Teaching: Undergraduate

The following list provides a listing of modules focusing on the period 1680 to 1840, offered on the BA in English Literature programme at Cardiff University in the 2014/15 academic session. More information about these modules is available on the BA in English Literature module descriptions webpage.

Year 1

  • English Literature II: Texts in Time, 1500–1800 (various convenors): This module explores a wide range of poetry, prose, and drama from the period 1500–1800, paying particular attention to the relationship between texts and their historical contexts. The first semester provides an introduction to Renaissance Literature, while the second examines texts from 1660 through to 1800: 140 years that straddled the early modern period and the age of enlightenment.

Year 2

  • Eighteenth-Century Women Writers (Dr Melanie Bigold) introduces students to the extraordinary output of British women writers in the long 18th century.

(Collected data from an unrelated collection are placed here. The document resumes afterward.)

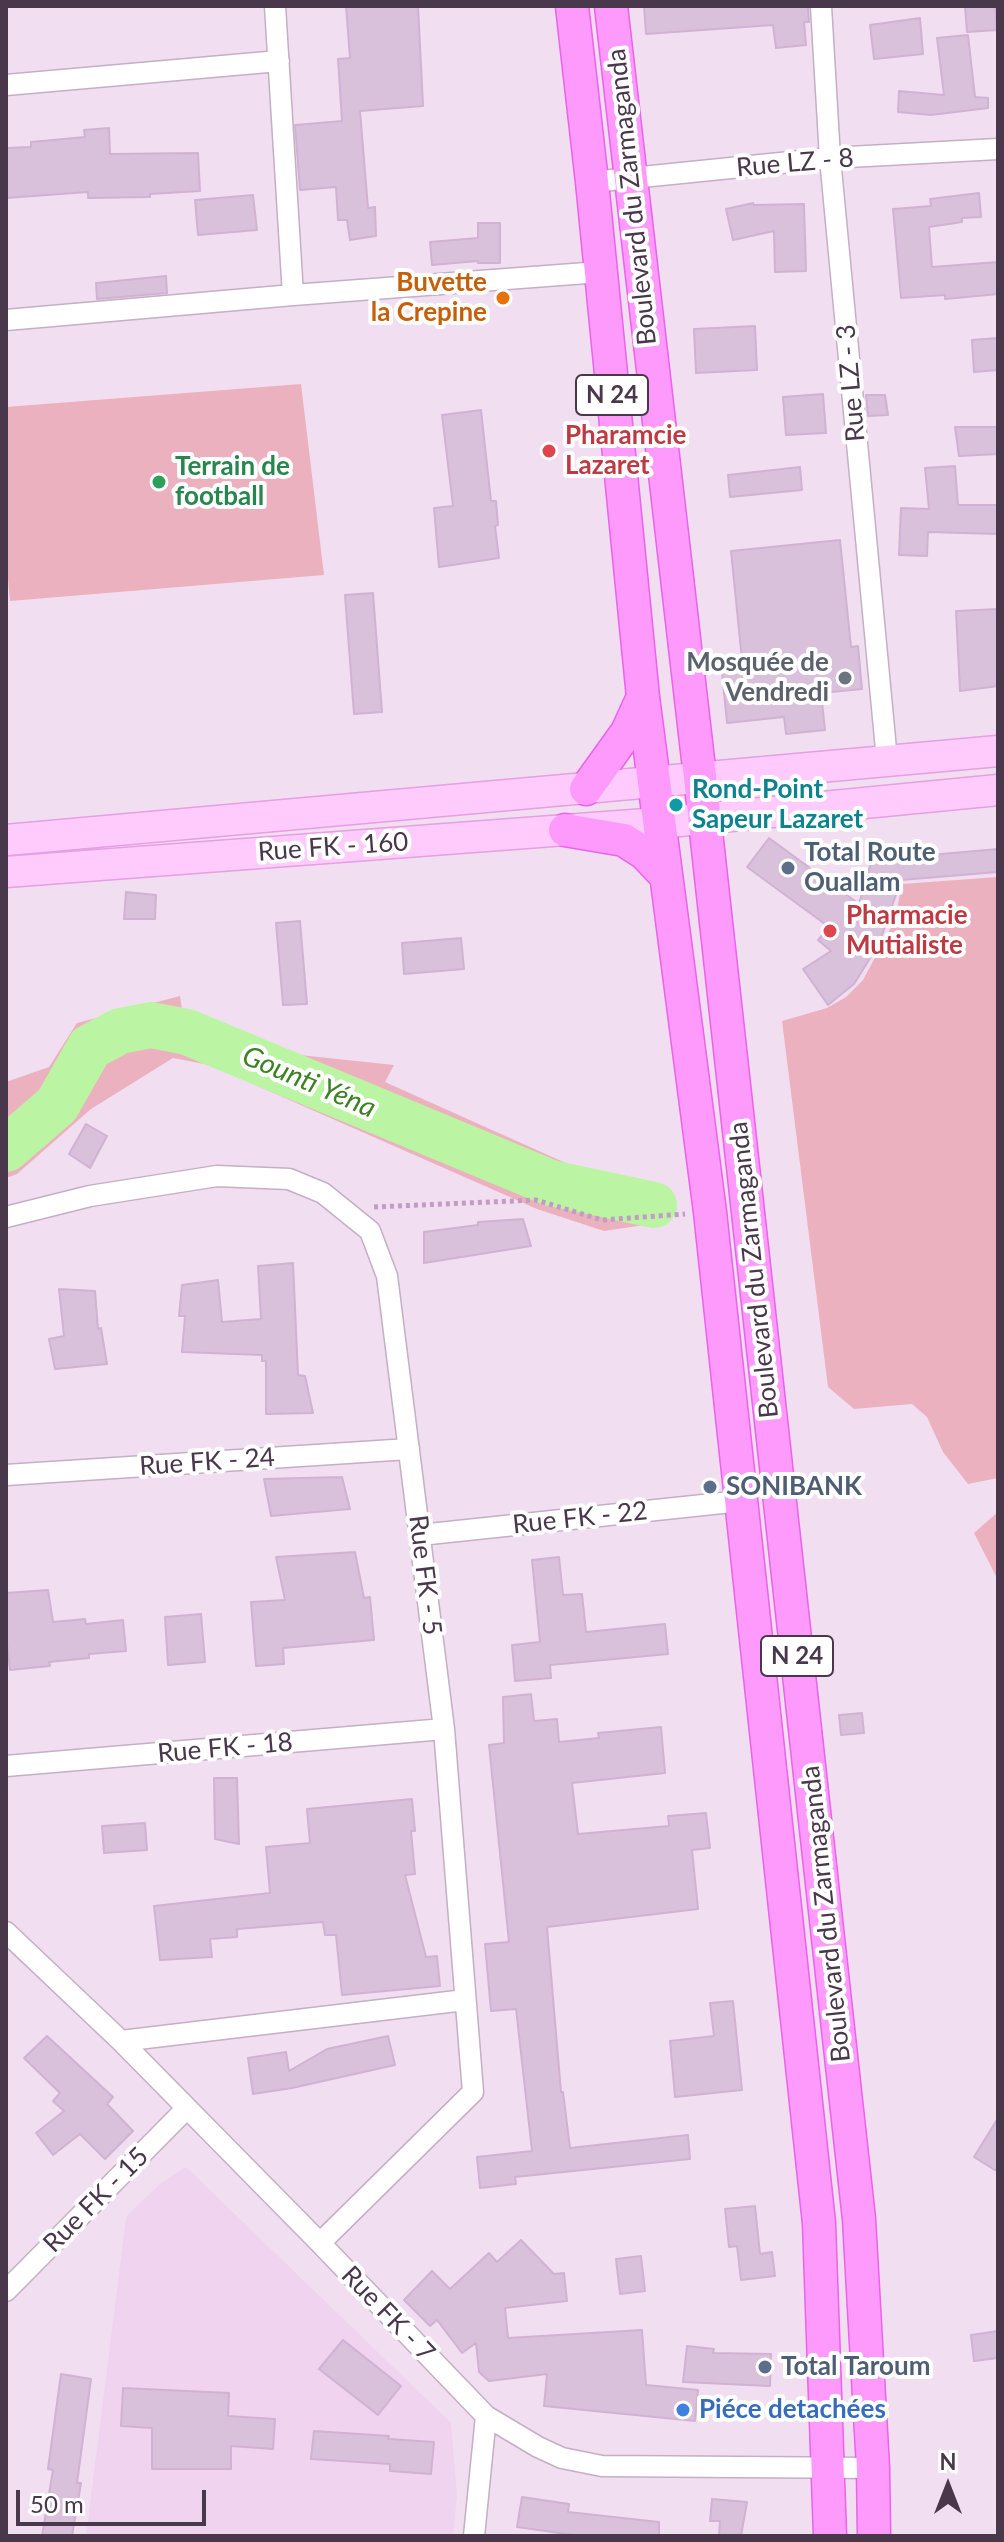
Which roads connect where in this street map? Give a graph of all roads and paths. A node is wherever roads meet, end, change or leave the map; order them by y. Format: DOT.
graph roads {
  1 [pos="275,6"];
  2 [pos="572,6"];
  3 [pos="611,6"];
  4 [pos="821,6"];
  5 [pos="279,61"];
  6 [pos="6,85"];
  7 [pos="998,149"];
  8 [pos="830,158"];
  9 [pos="631,178"];
  10 [pos="592,182"];
  11 [pos="600,272"];
  12 [pos="293,295"];
  13 [pos="6,320"];
  14 [pos="643,697"];
  15 [pos="998,751"];
  16 [pos="887,760"];
  17 [pos="700,777"];
  18 [pos="654,784"];
  19 [pos="586,789"];
  20 [pos="998,790"];
  21 [pos="703,817"];
  22 [pos="659,823"];
  23 [pos="565,830"];
  24 [pos="6,840"];
  25 [pos="6,872"];
  26 [pos="666,876"];
  27 [pos="343,1208"];
  28 [pos="710,1212"];
  29 [pos="6,1217"];
  30 [pos="409,1449"];
  31 [pos="6,1475"];
  32 [pos="741,1501"];
  33 [pos="420,1535"];
  34 [pos="804,1713"];
  35 [pos="763,1715"];
  36 [pos="444,1729"];
  37 [pos="6,1766"];
  38 [pos="6,1932"];
  39 [pos="465,2000"];
  40 [pos="121,2041"];
  41 [pos="187,2108"];
  42 [pos="320,2243"];
  43 [pos="6,2291"];
  44 [pos="486,2416"];
  45 [pos="829,2468"];
  46 [pos="873,2468"];
  47 [pos="474,2536"];
  48 [pos="830,2536"];
  49 [pos="874,2536"];
  1 -- 5 [label="street"];
  2 -- 10 [label="main road, Boulevard du Zarmaganda / N 24"];
  3 -- 9 [label="main road, Boulevard du Zarmaganda / N 24"];
  4 -- 8 [label="street, Rue LZ - 3"];
  5 -- 6 [label="street"];
  5 -- 12 [label="street"];
  7 -- 8 [label="street, Rue LZ - 8"];
  8 -- 9 [label="street, Rue LZ - 8"];
  8 -- 16 [label="street, Rue LZ - 3"];
  9 -- 10 [label="street, Rue LZ - 8"];
  9 -- 17 [label="main road, Boulevard du Zarmaganda / N 24"];
  10 -- 11 [label="main road, Boulevard du Zarmaganda / N 24"];
  11 -- 12 [label="street"];
  11 -- 14 [label="main road, Boulevard du Zarmaganda / N 24"];
  12 -- 13 [label="street"];
  14 -- 18 [label="main road, Boulevard du Zarmaganda / N 24"];
  14 -- 19 [label="main road"];
  15 -- 16 [label="main road, Rue FK - 160"];
  16 -- 17 [label="main road, Rue FK - 160"];
  17 -- 18 [label="main road, Rue FK - 160"];
  17 -- 21 [label="main road, Boulevard du Zarmaganda / N 24"];
  18 -- 19 [label="main road, Rue FK - 160"];
  18 -- 22 [label="main road, Boulevard du Zarmaganda / N 24"];
  19 -- 24 [label="main road, Rue FK - 160"];
  20 -- 21 [label="main road, Rue FK - 160"];
  21 -- 22 [label="main road, Rue FK - 160"];
  21 -- 34 [label="main road, Boulevard du Zarmaganda / N 24"];
  22 -- 23 [label="main road, Rue FK - 160"];
  22 -- 26 [label="main road, Boulevard du Zarmaganda / N 24"];
  23 -- 25 [label="main road, Rue FK - 160"];
  23 -- 26 [label="main road"];
  26 -- 28 [label="main road, Boulevard du Zarmaganda / N 24"];
  27 -- 28 [label="path"];
  27 -- 29 [label="street, Rue FK - 5"];
  27 -- 30 [label="street, Rue FK - 5"];
  28 -- 32 [label="main road, Boulevard du Zarmaganda / N 24"];
  30 -- 31 [label="street, Rue FK - 24"];
  30 -- 33 [label="street, Rue FK - 5"];
  32 -- 33 [label="street, Rue FK - 22"];
  32 -- 35 [label="main road, Boulevard du Zarmaganda / N 24"];
  33 -- 36 [label="street, Rue FK - 5"];
  34 -- 35 [label="main road"];
  34 -- 46 [label="main road, Boulevard du Zarmaganda / N 24"];
  35 -- 45 [label="main road, Boulevard du Zarmaganda / N 24"];
  36 -- 37 [label="street, Rue FK - 18"];
  36 -- 39 [label="street, Rue FK - 5"];
  38 -- 40 [label="street, Rue FK - 7"];
  39 -- 40 [label="street"];
  39 -- 42 [label="street, Rue FK - 5"];
  40 -- 41 [label="street, Rue FK - 7"];
  41 -- 42 [label="street, Rue FK - 7"];
  41 -- 43 [label="street, Rue FK - 15"];
  42 -- 44 [label="street, Rue FK - 7"];
  44 -- 45 [label="street, Rue FK - 7"];
  44 -- 47 [label="street"];
  45 -- 46 [label="street, Rue FK - 7"];
  45 -- 48 [label="main road, Boulevard du Zarmaganda / N 24"];
  46 -- 49 [label="main road, Boulevard du Zarmaganda / N 24"];
}
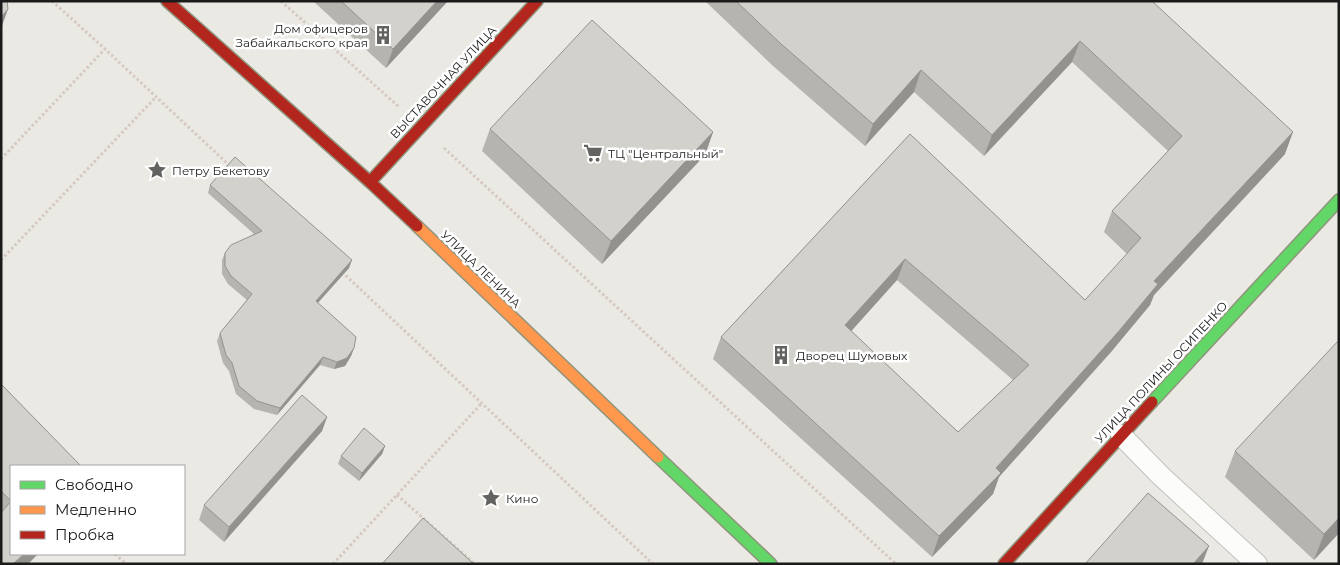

It will look at a diverse range of genres (e.g. letters, poetry, prose fiction, political philosophy) as well as consider some dominant themes in works produced by, and sometimes about, British women.
  • Imaginary Journeys: More to Huxley (Prof. Bill Bell): The imaginary journey has been a source of fascination for writers in English since the publication of Thomas More’s Utopia in 1517. This course offers a survey of some of those journeys, read in the light of a series of themes: technology, gender, power, and geographical space, up to and including Huxley’s Brave New World.
  • Introduction to Romantic Poetry (Dr Jane Moore) offers an introduction to the first generation of Romantic poets, William Wordsworth, William Blake, Robert Burns and S. T. Coleridge as well the lesser-known poets Charlotte Smith and Mary Robinson.
  • Jane Austen in Context (Dr Anthony Mandal) closely analyses Austen’s early and mature fiction, paying particular attention to style and narrative development, read against the broader contexts of the literary and ideological influences on Austen, and her cultural legacy to the present day.
  • Romantic Visions, Dangerous Worlds (Prof. Damian Walford Davies, Dr James Castell & Dr Sophie Coulombeau) explores the dramatic visionary nature of the Romantic imagination, focusing on a series of highly charged canonical and non-canonical texts (poetry, prose and verse-drama) and on visual images.

Year 3

  • Bluestockings, Britannia, Unsex’d Females: Women in Public Life, 1770–1800 (Dr Sophie Coulombeau) explores the construction and contestation of the politically engaged woman in Britain over the period 1770-1800, using novels, poetry, drama, biographies, pamphlets and visual imagery such as prints and portraits.
  • The Illustrated Book (Prof. Julia Thomas) teaches students how to approach illustrated texts, making them aware of the complexity of the relationship between word and image, and giving them an understanding of the history of the illustrated book from the late 18th century to the present.
  • Nineteenth-Century Crime Fiction (Dr Heather Worthington) considers major stages in the development of crime fiction up to the end of the 19th century. It explores the construction of the genre and the different textual and narrative forms that contributed to that construction.
  • Religion, Politics and Sex, 1640–1714 (Dr Melanie Bigold) focuses on the religious, political and social contexts that shaped intellectual and creative writing in the period 1640-1714 (i.e., the Civil Wars to the death of Queen Anne).
  • Second-Generation Romantic Poets (Dr Jane Moore) studies the canonical second-generation Romantic poets, Keats, Byron and Shelley, together with some of their lesser-known contemporaries, who were tremendously popular in their day but have since fallen into relative critical neglect.
  • The Dissertation allows students to undertake an extended piece of self-directed research, which will demonstrate advanced scholarly and critical thinking, in order to give students the opportunity to write at length and in greater detail than in the standard undergraduate essay on a topic of their own choosing within the subject area of English Literature.